Procès DSK: «Je me suis fait empaler sans rien pouvoir dire…»

 

Au deuxième jour d’audition devant le tribunal correctionnel, à Lille, de l’ancien patron du FMI, Jade prend son souffle, lorsqu’on lui demande d’expliquer ce qu’il s’est passé dans la chambre bruxelloise de DSK, après une soirée dans un club échangiste belge en automne 2009. Le célèbre prévenu, qui comparaît pour proxénétisme aggravé, était retourné à son hôtel en compagnie de deux femmes, dont elle. Elle évoque, avec difficulté, sans pouvoir réprimer des larmes, un moment «plus que désagréable» dans la chambre.

«Moi, chaque fois que je vois sa photo, je revis (ce moment) qui me déchire dedans, parce qu’aucun client n’aurait jamais fait ça», souffle-t-elle. «Quand on est amoureux, on pose la question avant ce genre de pratique. Est-ce que je peux… Est-ce que tu aimerais… Là, je me suis fait empaler sans rien pouvoir dire…» réplique-t-elle à une question d’un avocat de DSK. Le président du tribunal tique alors sur le terme de «client». «Si j’étais libertine, il m’aurait quand même posé la question», conclut-elle. Ensuite, Jade se reprend, mais réitère: «Pour m’avoir infligé ce qu’il m’a infligé, il ne pouvait avoir que peu de respect pour moi.»

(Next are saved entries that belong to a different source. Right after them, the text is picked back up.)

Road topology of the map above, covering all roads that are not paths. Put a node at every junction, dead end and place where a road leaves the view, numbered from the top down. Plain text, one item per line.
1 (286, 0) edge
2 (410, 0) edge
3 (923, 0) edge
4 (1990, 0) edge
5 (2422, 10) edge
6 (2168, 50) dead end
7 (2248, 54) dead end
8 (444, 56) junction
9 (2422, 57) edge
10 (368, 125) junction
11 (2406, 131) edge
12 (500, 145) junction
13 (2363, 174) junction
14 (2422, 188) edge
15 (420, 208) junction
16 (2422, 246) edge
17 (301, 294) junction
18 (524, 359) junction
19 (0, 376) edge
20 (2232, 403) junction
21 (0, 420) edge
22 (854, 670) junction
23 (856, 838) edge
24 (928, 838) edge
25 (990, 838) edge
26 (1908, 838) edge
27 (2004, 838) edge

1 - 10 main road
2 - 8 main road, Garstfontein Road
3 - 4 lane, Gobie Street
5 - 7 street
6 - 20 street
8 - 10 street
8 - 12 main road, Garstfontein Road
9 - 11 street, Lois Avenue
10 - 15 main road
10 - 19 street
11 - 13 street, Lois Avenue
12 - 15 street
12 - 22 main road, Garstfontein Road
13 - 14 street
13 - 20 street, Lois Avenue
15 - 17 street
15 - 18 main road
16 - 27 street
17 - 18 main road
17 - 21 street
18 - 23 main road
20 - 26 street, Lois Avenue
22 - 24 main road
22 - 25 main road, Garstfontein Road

Jade indique que lorsqu’elle raccompagne DSK et une autre femme à son hôtel bruxellois, elle explique, au détour de la conversation, qu’elle est «indépendante» et fait des spectacles de danse, choisissant parmi les spectateurs celui avec lequel elle aura ensuite un rapport. Elle ne parle cependant pas d’argent.

«Une boucherie»

La tension monte lorsqu’elle parle de l’arrivée du trio à l’hôtel et des scènes qui vont suivre. Auparavant, Jade a décrit la soirée au club échangiste belge, «une boucherie», selon elle. «Me retrouver avec ce tas de formes… en plus je suis agoraphobe», dit Jade, précisant qu’elle n’avait pas eu de rapport avec DSK sur place.

Femme par femme, soirée par soirée, le Tribunal correctionnel de Lille continuait mercredi à détailler les rencontres de DSK à Paris, Bruxelles ou encore Washington, auxquelles participaient, à son insu, insiste l’ancien directeur du FMI, des prostituées.

Toute la journée de mardi, DSK, accusé de proxénétisme aggravé, s’en est tenu à sa ligne de défense: il ne savait pas que les jeunes femmes qui accompagnaient ses amis du Nord étaient des professionnelles. Jade, et une autre ancienne prostituée, avaient en revanche déjà insisté sur le caractère brutal des rapports intimes, ce qui, selon elles, montrait bien que DSK savait parfaitement qui elles étaient. Deux autres hommes sur le banc des prévenus, l’entrepreneur David Roquet et le policier Jean-Christophe Lagarde, doivent également rendre des comptes mercredi sur les soirées de leur petit groupe d’amis.

«Ce n’était pas du libertinage»

La veille, Jade avait également témoigné. «Il y avait un monsieur (ndlr: DSK) avec beaucoup de femmes autour», commence-t-elle. «Ce n’était pas du libertinage, il n’y avait pas d’autres hommes», raconte l’ancienne prostituée belge, qui parle d’une séance «un peu bestiale». Expliquant lui avoir prodigué une fellation avec préservatif, elle se permet d’ailleurs un mot, répondant au juge qui lui demandait si elle avait parlé avec DSK: «Pas vraiment, car je l’avais en bouche.»

Jade, dans des vêtements amples et sobres, coupe au carré et lunettes, avec son intelligente impertinence, raconte encore avoir reconnu le «monsieur» plus tard à la télévision. «C’est lui, mais il est habillé!» Sa vivacité d’esprit ne doit pas cacher un parcours de vie chaotique et pénible, rappelle le président en lisant l’analyse d’un expert, mentionnant le QI élevé de l’ancienne prostituée. «Elle mérite notre compassion», avance même DSK. Il ne cherche visiblement pas la confrontation directe avec Jade. «Je suis sûr que Jade dit la vérité», poursuit-il. «On a tous des souvenirs» dans ce dossier, «tout cela est fluctuant», y compris au regard des expériences douloureuses vécues par les anciennes prostituées.

«Cette rencontre au Murano, je ne l’ai pas vécue comme ça», conclut DSK. Son avocate est la seule jusqu’à présent à avoir réussi à déstabiliser Jade.